Lettres du commandant Coudreux à son frère (1804-1815)

Oyron , 14 août 1815

J'ai reçu, mon cher ami, ta lettre du 7 du courant. Nous nous attendons à partir incessamment d'ici pour nous rendre à Niort, la division du général Alméras venant d'arriver sur la rive gauche de la Loire, par suite du mouvement des troupes étrangères sur Angers et Nantes.
L'affaire de Poitiers n'a plus de fondement que celle du 35è à Tours. Nous nous tenons en général sur nos gardes contre mille bruits que les malveillants répandent, et qui n'ont assurémént pour objet que d'exciter l'esprit de parti, des inquiétudes et par conséquent des troubles ! Par exemple, on nous disait avant-hier que les Prussiens étaient entrés à Amboise, avaient démoli ce château et s'étaient emparés de toute l'artillerie !
Je ne crois point au licenciement de l'armée. Il paraît, au contraire, que le général Macdonald, qui commande l'armée de la Loire depuis le 1er courant, a des instructions à cet égard. On parle, au contraire, d'une nouvelle organisation. J'ai écrit à Paris et j'espère que mes amis m'y serviront bien. Je suis extrêmement content du major Verdier ; nous nous convenons beaucoup et nous sommes parfaitement bien ensemble. Dans un moment assi pénible que celui où nous nous trouvons, il est fort heureux pour moi d'avoir été envoyé au 30è. Nous avons les mêmes principes., la même manière de voir, et, quoique nous broyions souvent du noir, nous trouvons cependant encore le moyen de passer agréablement notre temps à Oyron.

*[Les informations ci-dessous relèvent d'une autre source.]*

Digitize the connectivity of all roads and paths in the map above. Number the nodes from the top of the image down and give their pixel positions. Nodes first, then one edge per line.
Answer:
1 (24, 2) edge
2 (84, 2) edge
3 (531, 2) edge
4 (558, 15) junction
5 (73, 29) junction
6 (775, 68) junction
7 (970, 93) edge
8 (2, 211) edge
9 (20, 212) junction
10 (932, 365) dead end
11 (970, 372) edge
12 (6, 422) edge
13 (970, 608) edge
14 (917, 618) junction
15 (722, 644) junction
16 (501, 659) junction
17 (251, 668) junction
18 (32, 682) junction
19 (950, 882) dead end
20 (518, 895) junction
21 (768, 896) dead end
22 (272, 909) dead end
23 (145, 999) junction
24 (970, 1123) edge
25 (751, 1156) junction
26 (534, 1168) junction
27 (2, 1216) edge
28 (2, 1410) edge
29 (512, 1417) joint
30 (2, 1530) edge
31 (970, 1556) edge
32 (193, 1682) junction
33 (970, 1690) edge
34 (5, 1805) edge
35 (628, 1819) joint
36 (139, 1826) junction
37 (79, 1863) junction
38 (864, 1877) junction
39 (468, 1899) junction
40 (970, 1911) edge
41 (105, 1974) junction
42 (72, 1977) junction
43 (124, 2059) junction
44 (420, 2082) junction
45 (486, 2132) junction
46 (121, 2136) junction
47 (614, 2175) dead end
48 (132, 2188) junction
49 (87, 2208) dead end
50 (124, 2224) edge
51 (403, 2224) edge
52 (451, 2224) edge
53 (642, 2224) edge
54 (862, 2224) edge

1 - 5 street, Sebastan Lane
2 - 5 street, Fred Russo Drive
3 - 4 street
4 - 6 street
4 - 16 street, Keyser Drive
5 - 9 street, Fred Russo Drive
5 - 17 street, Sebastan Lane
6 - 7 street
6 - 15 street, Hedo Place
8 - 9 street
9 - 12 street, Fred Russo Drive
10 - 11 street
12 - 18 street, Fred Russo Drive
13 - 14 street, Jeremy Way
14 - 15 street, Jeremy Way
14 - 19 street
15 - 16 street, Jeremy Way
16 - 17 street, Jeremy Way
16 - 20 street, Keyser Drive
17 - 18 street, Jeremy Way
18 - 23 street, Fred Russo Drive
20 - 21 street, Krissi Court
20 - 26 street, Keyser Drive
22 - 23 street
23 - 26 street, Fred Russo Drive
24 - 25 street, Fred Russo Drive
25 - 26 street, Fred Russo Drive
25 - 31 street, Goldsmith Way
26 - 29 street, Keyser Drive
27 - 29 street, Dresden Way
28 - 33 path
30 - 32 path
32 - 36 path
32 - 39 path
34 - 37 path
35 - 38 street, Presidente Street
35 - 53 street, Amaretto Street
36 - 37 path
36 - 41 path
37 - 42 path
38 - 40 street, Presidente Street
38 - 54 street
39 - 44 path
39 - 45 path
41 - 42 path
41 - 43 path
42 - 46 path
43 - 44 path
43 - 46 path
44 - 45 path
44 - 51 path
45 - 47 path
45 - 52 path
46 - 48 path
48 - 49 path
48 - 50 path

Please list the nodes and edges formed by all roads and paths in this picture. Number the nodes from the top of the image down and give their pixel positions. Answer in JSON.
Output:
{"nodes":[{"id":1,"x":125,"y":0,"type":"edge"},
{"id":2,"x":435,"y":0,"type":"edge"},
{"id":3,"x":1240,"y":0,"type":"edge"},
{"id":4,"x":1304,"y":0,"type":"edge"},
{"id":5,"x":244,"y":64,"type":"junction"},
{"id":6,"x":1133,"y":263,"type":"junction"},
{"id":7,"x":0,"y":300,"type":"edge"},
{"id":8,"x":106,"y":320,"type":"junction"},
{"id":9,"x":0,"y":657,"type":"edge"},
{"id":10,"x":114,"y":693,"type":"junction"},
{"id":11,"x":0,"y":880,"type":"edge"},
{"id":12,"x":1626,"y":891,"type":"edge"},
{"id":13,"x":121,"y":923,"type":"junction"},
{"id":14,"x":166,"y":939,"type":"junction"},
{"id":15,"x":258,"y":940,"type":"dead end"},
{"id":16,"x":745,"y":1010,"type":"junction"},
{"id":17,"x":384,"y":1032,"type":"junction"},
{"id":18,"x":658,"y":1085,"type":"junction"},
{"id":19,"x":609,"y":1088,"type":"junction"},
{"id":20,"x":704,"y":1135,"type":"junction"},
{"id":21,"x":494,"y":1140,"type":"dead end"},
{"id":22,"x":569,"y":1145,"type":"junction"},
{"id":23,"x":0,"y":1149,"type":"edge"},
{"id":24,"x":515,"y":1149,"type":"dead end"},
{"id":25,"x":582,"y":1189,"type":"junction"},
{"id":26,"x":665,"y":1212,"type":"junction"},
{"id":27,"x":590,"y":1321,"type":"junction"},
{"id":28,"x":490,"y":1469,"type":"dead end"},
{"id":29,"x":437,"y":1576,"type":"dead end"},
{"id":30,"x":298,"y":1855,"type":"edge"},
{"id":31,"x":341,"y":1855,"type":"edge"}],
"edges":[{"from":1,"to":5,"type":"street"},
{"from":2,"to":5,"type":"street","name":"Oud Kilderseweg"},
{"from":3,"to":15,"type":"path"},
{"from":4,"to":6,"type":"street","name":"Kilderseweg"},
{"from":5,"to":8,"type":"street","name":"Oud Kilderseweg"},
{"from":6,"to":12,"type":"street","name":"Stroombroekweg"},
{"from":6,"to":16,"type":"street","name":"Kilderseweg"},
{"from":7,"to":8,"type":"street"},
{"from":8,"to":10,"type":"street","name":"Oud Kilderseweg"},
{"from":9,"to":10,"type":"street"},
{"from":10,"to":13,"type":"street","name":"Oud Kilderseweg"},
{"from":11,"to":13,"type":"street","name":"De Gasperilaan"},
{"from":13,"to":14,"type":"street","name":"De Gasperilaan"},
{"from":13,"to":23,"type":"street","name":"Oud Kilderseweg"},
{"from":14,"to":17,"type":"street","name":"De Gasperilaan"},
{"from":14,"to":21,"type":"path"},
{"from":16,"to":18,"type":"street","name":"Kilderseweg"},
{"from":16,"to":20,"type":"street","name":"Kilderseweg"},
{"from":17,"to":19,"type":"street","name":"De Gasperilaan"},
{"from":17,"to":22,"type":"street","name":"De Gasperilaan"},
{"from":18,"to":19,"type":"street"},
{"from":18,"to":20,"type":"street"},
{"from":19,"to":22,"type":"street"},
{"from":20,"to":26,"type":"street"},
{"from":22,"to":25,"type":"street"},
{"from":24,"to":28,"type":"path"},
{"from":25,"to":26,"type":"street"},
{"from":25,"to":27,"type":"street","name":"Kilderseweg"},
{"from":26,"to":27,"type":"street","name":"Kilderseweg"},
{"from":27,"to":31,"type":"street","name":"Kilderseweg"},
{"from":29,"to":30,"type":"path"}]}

Notre hôte, M. de Boisairault, est un intime de ton parrain le généreux S... Il avait épousé une demoiselle de ... , de Tours, qui est morte depuis quinze mois. Il connaît beaucoup notre vlle. Nous sommes toujours très bien chez lui. Nos soldats se comportent à merveille dans son village ; il nous en sait fort bon gré, et il nous témoigne tous les jours de la manière la plus aimable, qu'il est charmé de nous avoir, et qu'il sera très fâché de nous perdre.
Adieu, mon ami. Je te prie de donner de mes nouvelles à ma chère mère et d'embrasser de ma part toute la famille. Je conviens que je suis resté un peu longtemps sans t'écrire, mais tu me rendrais bien peu de justice si tu regardais mon silence comme une preuve d'indifférence ou d'ingratitude. Je t'aime certainement de tout mon coeur, et, si quelque chose peut me faire oublier quelquefois et les malheurs de notre pauvre patrie et mes chagrins particuliers, c'est le souvenir de toutes les preuves de bonne amitié et de tendresse que tu n'as cessé un seul instant de me donner depuis dix ans. Je me porte bien.